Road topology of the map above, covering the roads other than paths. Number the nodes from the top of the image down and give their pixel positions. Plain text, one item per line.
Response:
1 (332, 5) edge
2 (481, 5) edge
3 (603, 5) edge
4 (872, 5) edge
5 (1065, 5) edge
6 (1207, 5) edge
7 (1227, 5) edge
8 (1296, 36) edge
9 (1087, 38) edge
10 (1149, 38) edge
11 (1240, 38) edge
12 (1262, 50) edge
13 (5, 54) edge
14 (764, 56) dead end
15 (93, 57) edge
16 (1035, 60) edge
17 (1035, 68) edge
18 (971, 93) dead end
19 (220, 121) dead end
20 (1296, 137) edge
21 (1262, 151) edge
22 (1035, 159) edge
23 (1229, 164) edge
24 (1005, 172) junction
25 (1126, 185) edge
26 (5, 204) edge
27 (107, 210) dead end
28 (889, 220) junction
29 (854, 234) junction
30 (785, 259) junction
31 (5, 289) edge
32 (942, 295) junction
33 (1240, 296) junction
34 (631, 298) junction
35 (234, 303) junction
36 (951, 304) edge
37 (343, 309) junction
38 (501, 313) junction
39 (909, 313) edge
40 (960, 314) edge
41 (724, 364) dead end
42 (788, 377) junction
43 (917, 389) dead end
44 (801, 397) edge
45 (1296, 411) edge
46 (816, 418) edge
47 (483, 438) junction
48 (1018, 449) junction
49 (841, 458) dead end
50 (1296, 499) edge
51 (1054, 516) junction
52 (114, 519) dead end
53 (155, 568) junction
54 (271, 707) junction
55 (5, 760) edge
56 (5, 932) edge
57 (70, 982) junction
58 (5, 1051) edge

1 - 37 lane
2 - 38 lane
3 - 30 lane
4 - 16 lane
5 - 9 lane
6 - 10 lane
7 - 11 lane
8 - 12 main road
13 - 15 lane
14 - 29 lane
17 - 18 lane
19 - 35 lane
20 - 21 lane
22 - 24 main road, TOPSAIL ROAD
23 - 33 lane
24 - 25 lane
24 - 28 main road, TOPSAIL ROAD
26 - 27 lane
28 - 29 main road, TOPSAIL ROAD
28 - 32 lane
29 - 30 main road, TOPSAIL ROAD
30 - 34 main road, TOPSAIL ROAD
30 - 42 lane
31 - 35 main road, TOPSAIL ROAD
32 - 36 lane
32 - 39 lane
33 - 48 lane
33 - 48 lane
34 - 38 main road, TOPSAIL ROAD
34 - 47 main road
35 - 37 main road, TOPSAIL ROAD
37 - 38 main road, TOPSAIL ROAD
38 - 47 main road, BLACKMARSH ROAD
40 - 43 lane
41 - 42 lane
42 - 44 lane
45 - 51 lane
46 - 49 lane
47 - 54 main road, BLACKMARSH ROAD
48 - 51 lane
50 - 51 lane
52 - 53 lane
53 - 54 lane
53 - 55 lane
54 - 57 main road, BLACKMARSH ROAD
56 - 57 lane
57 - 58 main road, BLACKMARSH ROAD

* _Problem description_
Reproduce each record exactly as written above.

* _Response for this exercise_
Road topology of the map above, covering the roads other than paths. Number the nodes from the top of the image down and give their pixel positions. Plain text, one item per line.
Response:
1 (332, 5) edge
2 (481, 5) edge
3 (603, 5) edge
4 (872, 5) edge
5 (1065, 5) edge
6 (1207, 5) edge
7 (1227, 5) edge
8 (1296, 36) edge
9 (1087, 38) edge
10 (1149, 38) edge
11 (1240, 38) edge
12 (1262, 50) edge
13 (5, 54) edge
14 (764, 56) dead end
15 (93, 57) edge
16 (1035, 60) edge
17 (1035, 68) edge
18 (971, 93) dead end
19 (220, 121) dead end
20 (1296, 137) edge
21 (1262, 151) edge
22 (1035, 159) edge
23 (1229, 164) edge
24 (1005, 172) junction
25 (1126, 185) edge
26 (5, 204) edge
27 (107, 210) dead end
28 (889, 220) junction
29 (854, 234) junction
30 (785, 259) junction
31 (5, 289) edge
32 (942, 295) junction
33 (1240, 296) junction
34 (631, 298) junction
35 (234, 303) junction
36 (951, 304) edge
37 (343, 309) junction
38 (501, 313) junction
39 (909, 313) edge
40 (960, 314) edge
41 (724, 364) dead end
42 (788, 377) junction
43 (917, 389) dead end
44 (801, 397) edge
45 (1296, 411) edge
46 (816, 418) edge
47 (483, 438) junction
48 (1018, 449) junction
49 (841, 458) dead end
50 (1296, 499) edge
51 (1054, 516) junction
52 (114, 519) dead end
53 (155, 568) junction
54 (271, 707) junction
55 (5, 760) edge
56 (5, 932) edge
57 (70, 982) junction
58 (5, 1051) edge

1 - 37 lane
2 - 38 lane
3 - 30 lane
4 - 16 lane
5 - 9 lane
6 - 10 lane
7 - 11 lane
8 - 12 main road
13 - 15 lane
14 - 29 lane
17 - 18 lane
19 - 35 lane
20 - 21 lane
22 - 24 main road, TOPSAIL ROAD
23 - 33 lane
24 - 25 lane
24 - 28 main road, TOPSAIL ROAD
26 - 27 lane
28 - 29 main road, TOPSAIL ROAD
28 - 32 lane
29 - 30 main road, TOPSAIL ROAD
30 - 34 main road, TOPSAIL ROAD
30 - 42 lane
31 - 35 main road, TOPSAIL ROAD
32 - 36 lane
32 - 39 lane
33 - 48 lane
33 - 48 lane
34 - 38 main road, TOPSAIL ROAD
34 - 47 main road
35 - 37 main road, TOPSAIL ROAD
37 - 38 main road, TOPSAIL ROAD
38 - 47 main road, BLACKMARSH ROAD
40 - 43 lane
41 - 42 lane
42 - 44 lane
45 - 51 lane
46 - 49 lane
47 - 54 main road, BLACKMARSH ROAD
48 - 51 lane
50 - 51 lane
52 - 53 lane
53 - 54 lane
53 - 55 lane
54 - 57 main road, BLACKMARSH ROAD
56 - 57 lane
57 - 58 main road, BLACKMARSH ROAD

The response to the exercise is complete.